The study results showed no difference in progression-free survival or response rate between the 2 regimens. The overall survival curves showed a separation, but it was not until much later in the follow-up period. So it’s a stretch to think that it was the first-line therapy that affected overall survival. It will take more review. We’re all awaiting the results of the CALGB-80405 study.

The results of the FIRE-3 study have not altered my practice. The study was relatively small to assess front-line therapy. The primary endpoint was investigator-assessed response rate, which was unusual. The current belief among oncologists is that cetuximab confers a better response. So this could have resulted in a bias.
It is also curious that the median duration of therapy was about 5 months, which is short. The overall survival curves did not separate until 12 to 15 months after treatment and showed a 3.7-month survival benefit in favor of cetuximab. It’s possible that therapy in the later-line setting influenced the results. It’s an interesting study but is controversial. I have no doubt it will be discussed at the upcoming NCCN meeting, and I’m not sure what effect the results will have.

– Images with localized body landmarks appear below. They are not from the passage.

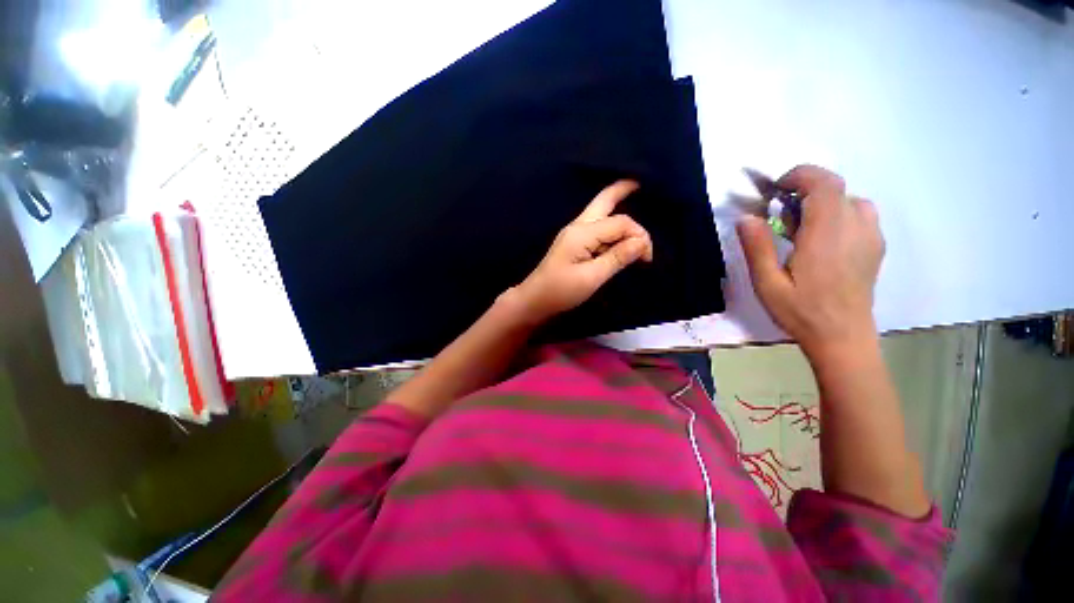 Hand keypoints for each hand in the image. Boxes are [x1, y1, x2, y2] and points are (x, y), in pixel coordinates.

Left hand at [510, 180, 652, 323]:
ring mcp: (575, 234)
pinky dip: (612, 232)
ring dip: (619, 216)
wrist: (535, 300)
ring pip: (600, 214)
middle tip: (639, 183)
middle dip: (621, 190)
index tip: (647, 259)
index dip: (639, 235)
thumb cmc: (561, 291)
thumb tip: (642, 241)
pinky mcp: (574, 244)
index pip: (620, 222)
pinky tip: (621, 241)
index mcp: (583, 233)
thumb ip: (617, 257)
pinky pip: (597, 229)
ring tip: (637, 223)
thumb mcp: (592, 277)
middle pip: (603, 201)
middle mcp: (578, 226)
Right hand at [737, 165, 884, 356]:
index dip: (800, 175)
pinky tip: (823, 240)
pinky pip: (860, 214)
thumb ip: (757, 248)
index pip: (824, 183)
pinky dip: (838, 214)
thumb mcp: (767, 284)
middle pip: (836, 187)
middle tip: (781, 214)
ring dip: (823, 203)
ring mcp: (870, 237)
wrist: (843, 338)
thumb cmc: (801, 312)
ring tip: (802, 228)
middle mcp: (855, 228)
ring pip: (850, 199)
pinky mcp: (876, 247)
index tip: (776, 190)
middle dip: (805, 190)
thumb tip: (746, 217)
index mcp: (826, 235)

The CALGB-80405 study evaluating cetuximab and/or bevacizumab with combination chemotherapy for patients with mCRC is a well-powered study and has overall survival as its primary endpoint. The findings from that study are now all the more important.

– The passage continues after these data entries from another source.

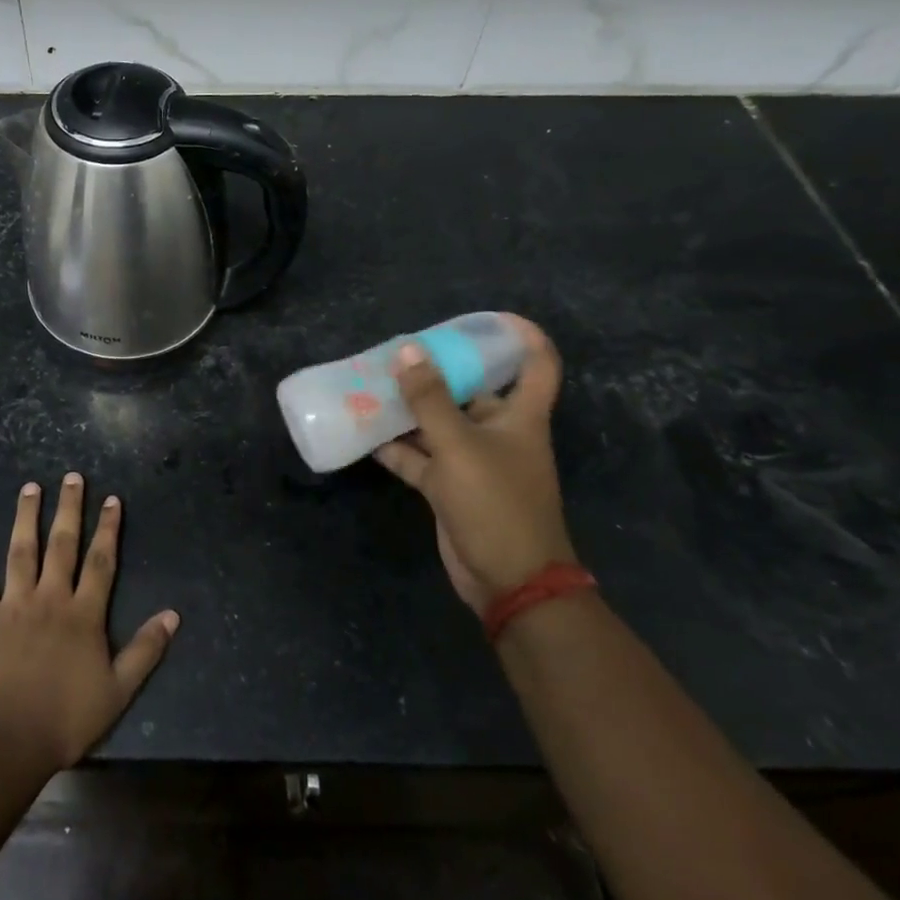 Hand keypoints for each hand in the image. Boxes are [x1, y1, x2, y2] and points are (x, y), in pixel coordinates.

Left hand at [0, 474, 178, 779]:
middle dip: (69, 508)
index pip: (101, 561)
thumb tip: (173, 614)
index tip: (111, 499)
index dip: (108, 528)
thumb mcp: (118, 691)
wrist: (5, 741)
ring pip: (22, 550)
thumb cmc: (65, 719)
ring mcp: (14, 603)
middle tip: (72, 477)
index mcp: (84, 614)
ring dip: (27, 516)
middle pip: (62, 544)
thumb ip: (145, 650)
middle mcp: (51, 597)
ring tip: (31, 487)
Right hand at [373, 315, 575, 613]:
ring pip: (437, 423)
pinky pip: (418, 457)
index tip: (490, 318)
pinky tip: (363, 431)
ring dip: (408, 408)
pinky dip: (394, 446)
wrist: (508, 581)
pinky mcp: (449, 487)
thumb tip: (409, 350)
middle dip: (439, 371)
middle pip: (472, 390)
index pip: (536, 365)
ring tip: (370, 383)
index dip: (521, 336)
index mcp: (519, 417)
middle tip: (401, 350)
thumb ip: (430, 399)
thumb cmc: (495, 503)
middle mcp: (497, 433)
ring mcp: (471, 461)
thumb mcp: (459, 446)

In the FIRE-3 study, patients were randomly assigned to receive first-line FOLFIRI/bevacizumab versus FOLFIRI/cetuximab, but they received it for an average of only 5 months after treatment. No difference was observed in the response rate and in progression-free survival, and yet a 3.7-month difference was observed in overall survival. The investigators did not report on later lines of therapy. My analogy to this is that treating mCRC is like a baseball game, in which you have multiple innings. If I were in during the first inning and made a hit that drove in a run, I might claim that my team won the game because of my performance in the first inning. But it’s likely that all of the innings in the game are relevant to overall survival. As I commented at the ASCO press conference, I would like to see more data about second-, third- and fourth-line treatment for these patients.

The results of the FIRE-3 study have swayed me away from using cetuximab in a setting in which the need for a response is serious. I’m critical about the overall survival data, which showed a separation in curves after about 2 years in favor of cetuximab without any significant difference in investigator-assessed overall response rate and progression-free survival. It is difficult for me to believe that the difference in overall survival is related to the short duration of first-line therapy.

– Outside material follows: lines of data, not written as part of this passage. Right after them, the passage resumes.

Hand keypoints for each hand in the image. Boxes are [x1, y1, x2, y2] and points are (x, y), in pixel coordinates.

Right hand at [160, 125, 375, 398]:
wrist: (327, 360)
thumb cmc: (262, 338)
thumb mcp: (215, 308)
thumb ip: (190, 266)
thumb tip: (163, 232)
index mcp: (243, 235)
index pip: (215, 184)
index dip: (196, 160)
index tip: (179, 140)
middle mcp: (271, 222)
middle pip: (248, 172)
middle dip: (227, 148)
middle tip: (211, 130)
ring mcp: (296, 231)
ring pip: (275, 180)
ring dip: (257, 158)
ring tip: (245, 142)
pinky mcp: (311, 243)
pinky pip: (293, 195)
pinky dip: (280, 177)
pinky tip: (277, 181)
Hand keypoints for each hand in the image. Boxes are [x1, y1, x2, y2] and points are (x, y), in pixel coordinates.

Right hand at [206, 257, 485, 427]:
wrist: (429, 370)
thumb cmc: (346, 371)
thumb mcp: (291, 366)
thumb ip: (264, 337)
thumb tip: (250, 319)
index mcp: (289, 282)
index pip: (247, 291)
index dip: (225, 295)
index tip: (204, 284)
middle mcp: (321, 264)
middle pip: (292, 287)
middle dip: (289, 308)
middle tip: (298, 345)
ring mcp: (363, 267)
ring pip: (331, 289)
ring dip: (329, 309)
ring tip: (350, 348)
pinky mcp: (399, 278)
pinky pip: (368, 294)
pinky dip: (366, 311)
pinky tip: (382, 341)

I am less likely to use cetuximab as first-line therapy in view of the data from the FIRE-3 study at ASCO 2013.

I don’t believe that the data from the FIRE-3 study are mature enough to change my practice. The data suggest that bevacizumab and cetuximab regimens have similar efficacy. But as a single binary choice, bevacizumab still appears better as a first-line agent.

No, it will not, because I question whether a bias exists in the recommendations for second-line treatment in that trial. We’re awaiting the results from more mature data to be presented later.